Extract the first face we found and visualize it.

In [248]:
x, y, w, h = detected_faces[0]
face = gray[y : y + h, x : x + w]

In [None]:
show_image(face, cmap="gray")

#### Step 6 Resize the extracted face to match classifier

Resize the image to match what the classifier was trained on.

In [250]:
from skimage import transform

# What the classifier was trained on
HEIGHT = 62
WIDTH = 47

test_image = transform.resize(face, (HEIGHT, WIDTH), anti_aliasing=True)

In [None]:
show_image(test_image, cmap="gray")

#### Step 7 Classify the face

Use the classifier we built above to predict the person's name.

In [None]:
# Convert from OpenCV 0.0-1.0 grayscale to the 0.0-255.0 used in the classifier
f = test_image.ravel() * 255

pred = svcclf.predict([f])
print("Predicted: {}".format(faces.target_names[pred][0]))

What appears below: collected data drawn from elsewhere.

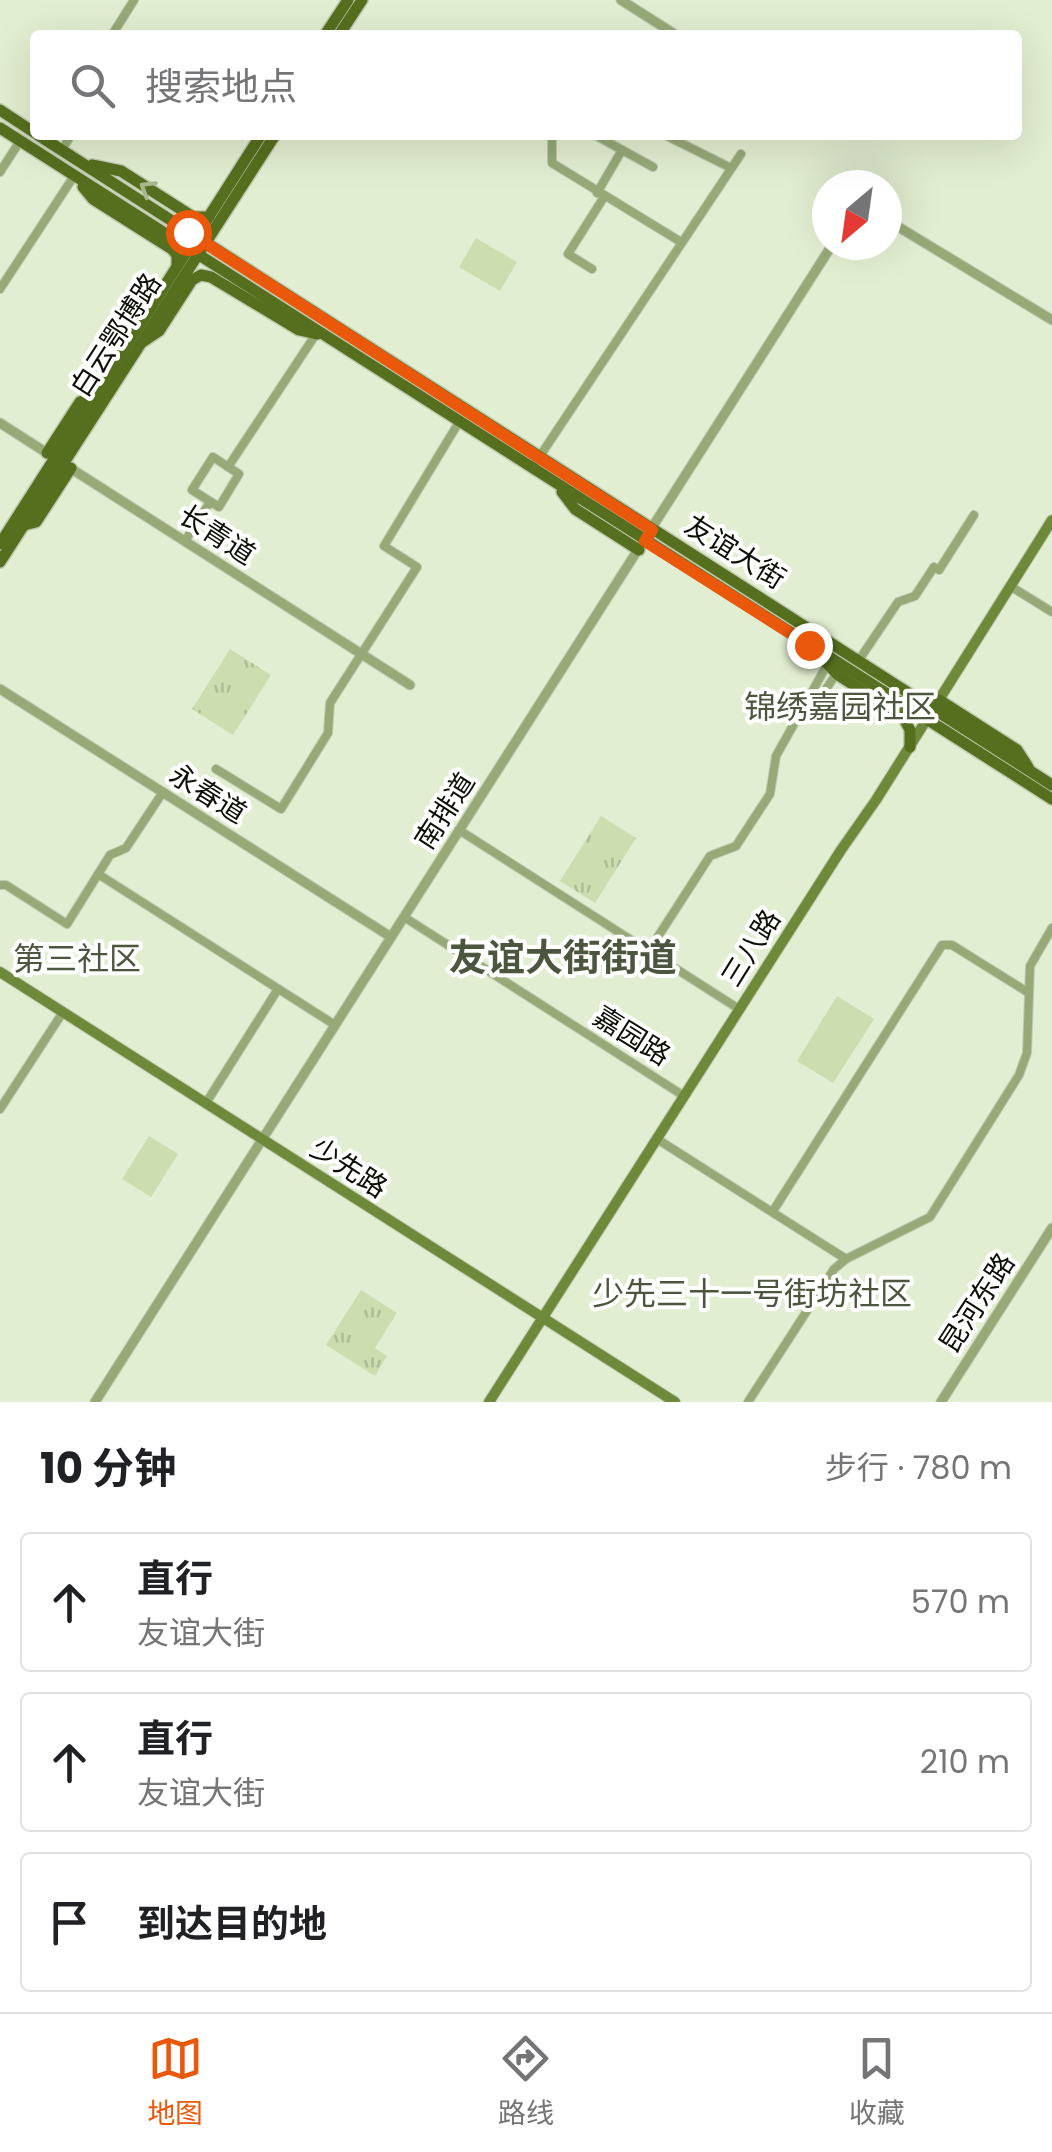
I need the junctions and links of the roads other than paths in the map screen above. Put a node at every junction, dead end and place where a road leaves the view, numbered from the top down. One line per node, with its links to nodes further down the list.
1 (134, 0): 5 (street)
2 (348, 0): 6 (main road)
3 (362, 0): 7 (main road)
4 (621, 0): 8 (street)
5 (115, 30)
6 (329, 30)
7 (342, 30)
8 (668, 30)
9 (0, 110): 11 (main road, 友谊大街)
10 (0, 128): 19 (main road, 友谊大街)
11 (30, 129)
12 (46, 140): 20 (main road, 友谊大街)
13 (69, 140): 20 (street)
14 (258, 140): 29 (main road, 白云鄂博路)
15 (271, 140): 32 (main road, 白云鄂博路)
16 (552, 140): 28 (street)
17 (604, 140): 21 (street)
18 (675, 140): 25 (street)
19 (20, 141): 26 (street); 27 (main road, 友谊大街)
20 (62, 150): 23 (main road, 友谊大街)
21 (622, 150): 24 (street); 28 (street)
22 (740, 154): 25 (street)
23 (82, 163): 29 (main road, one-way to 23); 32 (main road, 友谊大街)
24 (652, 167)
25 (731, 168): 31 (street)
26 (0, 172)
27 (74, 176): 32 (main road, 友谊大街); 34 (main road); 36 (street)
28 (601, 195): 31 (street); 35 (street)
29 (208, 217): 32 (main road, 白云鄂博路)
30 (902, 229): 37 (street)
31 (680, 242): 43 (street)
32 (197, 246): 34 (main road, 白云鄂博路); 38 (main road, 友谊大街); 39 (main road, 白云鄂博路); 43 (main road, 友谊大街)
33 (822, 260): 48 (street, 南排道)
34 (176, 269): 42 (main road, 白云鄂博路)
35 (592, 270)
36 (0, 289)
37 (1052, 320)
38 (321, 335): 39 (main road); 41 (main road, 友谊大街); 44 (street)
39 (142, 342): 42 (main road, 白云鄂博路)
40 (0, 422): 42 (street, 长青道)
41 (460, 422): 43 (main road, 友谊大街); 55 (street)
42 (59, 460): 49 (street, 长青道); 50 (main road, 白云鄂博路); 51 (main road)
43 (535, 462): 48 (main road, 友谊大街); 48 (main road, 友谊大街)
44 (228, 467): 45 (street); 45 (street)
45 (210, 502): 49 (street)
46 (974, 515): 56 (street)
47 (1052, 520): 52 (main road, 三八路)
48 (645, 540): 54 (main road, 友谊大街); 56 (main road, 友谊大街); 65 (street, 南排道)
49 (185, 541): 55 (street, 长青道)
50 (0, 544)
51 (0, 562)
52 (1010, 586): 53 (street); 60 (main road, 三八路)
53 (1052, 612)
54 (809, 645): 57 (main road); 60 (main road, 友谊大街)
55 (362, 654): 58 (street, 长青道); 62 (street)
56 (860, 660): 60 (main road, 友谊大街)
57 (832, 669): 61 (main road); 71 (street)
58 (410, 685)
59 (0, 689): 63 (street, 永春道)
60 (933, 709): 61 (main road, 三八路); 64 (main road, 友谊大街); 64 (main road, 友谊大街)
61 (910, 747): 75 (main road, 三八路)
62 (216, 769)
63 (163, 792): 66 (street); 70 (street, 永春道)
64 (1051, 792)
65 (460, 830): 68 (street, 南排道); 71 (street)
66 (98, 874): 67 (street); 73 (street)
67 (0, 885)
68 (404, 917): 70 (street, 南排道); 78 (street, 嘉园路)
69 (1052, 928): 74 (street)
70 (391, 937): 77 (street, 南排道)
71 (648, 952): 75 (street)
72 (0, 972): 76 (main road, 少先路)
73 (278, 989): 77 (street); 79 (street)
74 (1029, 993): 83 (street); 86 (street)
75 (739, 1010): 78 (main road, 三八路)
76 (63, 1012): 79 (main road, 少先路); 80 (street)
77 (335, 1025): 82 (street, 南排道)
78 (684, 1096): 81 (main road, 三八路)
79 (206, 1103): 82 (main road, 少先路)
80 (0, 1109)
81 (657, 1138): 83 (street); 87 (main road, 三八路)
82 (262, 1140): 87 (main road, 少先路); 88 (street, 南排道)
83 (774, 1211): 86 (street)
84 (1052, 1228): 85 (street, 昆河东路)
85 (1047, 1246): 92 (street, 昆河东路)
86 (846, 1259): 91 (street)
87 (543, 1318): 89 (main road, 三八路); 90 (main road, 少先路)
88 (94, 1402)
89 (490, 1402)
90 (674, 1402)
91 (748, 1402)
92 (940, 1402)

## Conclusions (20 points)

Write your conclusions and make sure to address the issues below:
- What have you learned from this assignment?
- Which parts were the most fun, time-consuming, enlightening, tedious?
- What would you do if you had an additional week to work on this?

## Solution

### What have you learned from this assignment?

* Use DataFrame `describe()` to view summary statistics at a glance. All the important values are available with one function call.
* How much we get out of the box from the `ydata-profiling` package. It is like a "mini EDA" with one line of code.
* Use the `verbose` parameter to follow the progress of long-running scikit-learn tasks.
* Pay attention to `random_state` in the scikit-learn APIs to get consistent results.
* Use `GridSearchCV()` to find parameters for a classifier.
* The power and simplicity of Naive Bayes classifiers, even for seemly complex tasks such as digit classification. It can be used as a baseline before attempting more complex solutions.
* How to use seaborn's heatmap for confusion matrix visualization. More specifically, the trick to zero out the diagonal with NumPy `fill_diagonal()` to make the mistakes stand out in the graph.
* How surprisingly good random forest classifiers perform, achieving 97% in the digit classification without much work. Another case of "try this before pulling your neural network card" case. Especially with the emphasis on _explainable AI_, random forests may have an edge because even laymen can understand them.
* The small number of components we need to explain variability (the PCA section).
* Finally getting a chance to play with OpenCV and see first-hand how easy and feature-rich it is.

### Which parts were the most fun, time-consuming, enlightening, tedious?

**Time-consuming**

* Understand the shape of the input data scikit-learn needs in the APIs. Thankfully the _Python Data Science Handbook_ did a good job with the code samples.
* Image augmentation by hand. I'm sure there is a library out there for this...

**Fun**

* All of it. I'm amazed people get paid to do this stuff. Very few other legal things are this fun.

**Enlightening**

* Several items listed in the "what have you learned" section. If I had to pick the top three, they would be:
    * The high accuracy of random forests.
    * PCA: the small number of components we need to explain much of the variability in a dataset.
    * How much can be achieved with a few lines of OpenCV code.
* The SVM classifier not improving with data augmentation.

**Tedious**

* None. I would skip sleep, eating and, reluctantly, interacting with my loved ones, to do more of this. The whole course was a blast.

### What would you do if you had an additional week to work on this?

* Get better at data augmentation, to deal with imbalanced datasets.
* Work on more complex face detection tasks, e.g. multiple faces in the same picture.